Thanking you for writing in. Al always, it is a pleasure to hear from you.
Fondest regards,
Jack
Just noted your note on ? about an Alaskan blogger in which you said you might ride your bike there. Reminded me that my grandfather rode his bike from DC to Alaska in 1918. Actually to California, where he sold it then hopped a freighter to Alaska.
Dear Anonymous:
Give me details? Scan in some pictures, if you have them. I'll work them into a story.
Fondest regards,
Jack
There must be alcohol in that there waterfall.
Ride on,
Torch
Jack,
I had the exact same reaction to the actors not being able to get the precious KTMs that they wanted and having to "settle" for the free BMWs. The gaul of these two just seriously ticked me off. I enjoyed the riding portions, but was soured by the pissing and moaning.

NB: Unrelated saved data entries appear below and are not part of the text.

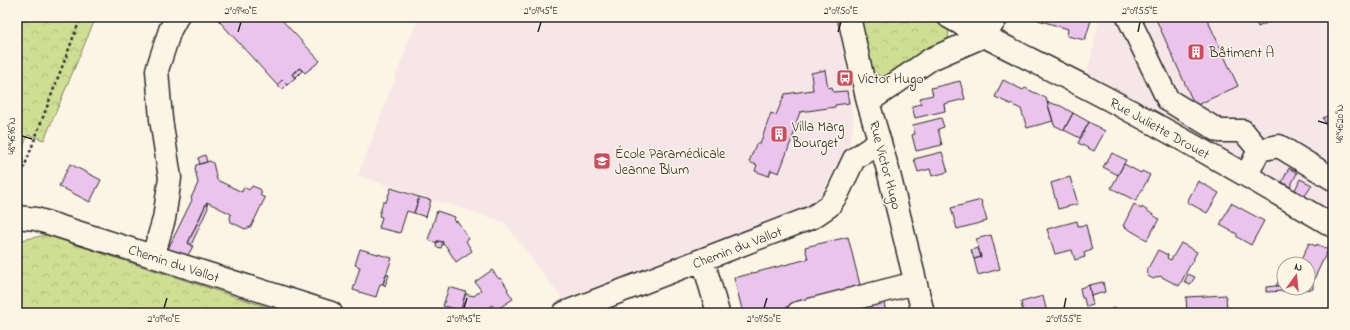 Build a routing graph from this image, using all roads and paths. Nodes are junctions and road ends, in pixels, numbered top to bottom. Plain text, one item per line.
1 (81, 17) edge
2 (177, 17) edge
3 (849, 17) edge
4 (996, 17) edge
5 (1128, 17) edge
6 (956, 19) edge
7 (984, 36) junction
8 (868, 102) junction
9 (880, 142) junction
10 (1260, 150) junction
11 (1247, 175) junction
12 (1333, 179) edge
13 (17, 186) edge
14 (17, 217) edge
15 (1333, 226) edge
16 (153, 256) junction
17 (703, 260) junction
18 (915, 283) junction
19 (331, 313) edge
20 (564, 313) edge
21 (718, 313) edge
22 (798, 313) edge
23 (923, 313) edge

1 - 13 path
2 - 16 street
3 - 8 street, Rue Victor Hugo
4 - 7 street
5 - 10 street
6 - 7 street, Rue Juliette Drouet
7 - 8 street
7 - 11 street, Rue Juliette Drouet
8 - 9 street, Rue Victor Hugo
9 - 17 street, Chemin du Vallot
9 - 18 street, Rue Victor Hugo
10 - 11 street
10 - 12 street
11 - 15 street, Rue Juliette Drouet
14 - 16 street, Chemin du Vallot
16 - 19 street, Chemin du Vallot
17 - 20 street, Chemin du Vallot
17 - 21 street
18 - 22 street
18 - 23 street, Rue Victor Hugo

I suggest you read Ghost Rider and Traveling Show by Neil Peart the drummer for the band Rush and a serious rider. The first can be little depressing, but once you are through the first part its not so bad. I can lend you both if you would like.
Dear Torch:
If that watefall was made of rum, I'd be under it with a bucket, regardless of what it did to my clothes.
Fondest regards, and thank you for writing in.
Jack
Dear Jack,
The racy pics in this latest installment of your blog are a staunch reminder that we should ALL be traveling with Big Jim more often.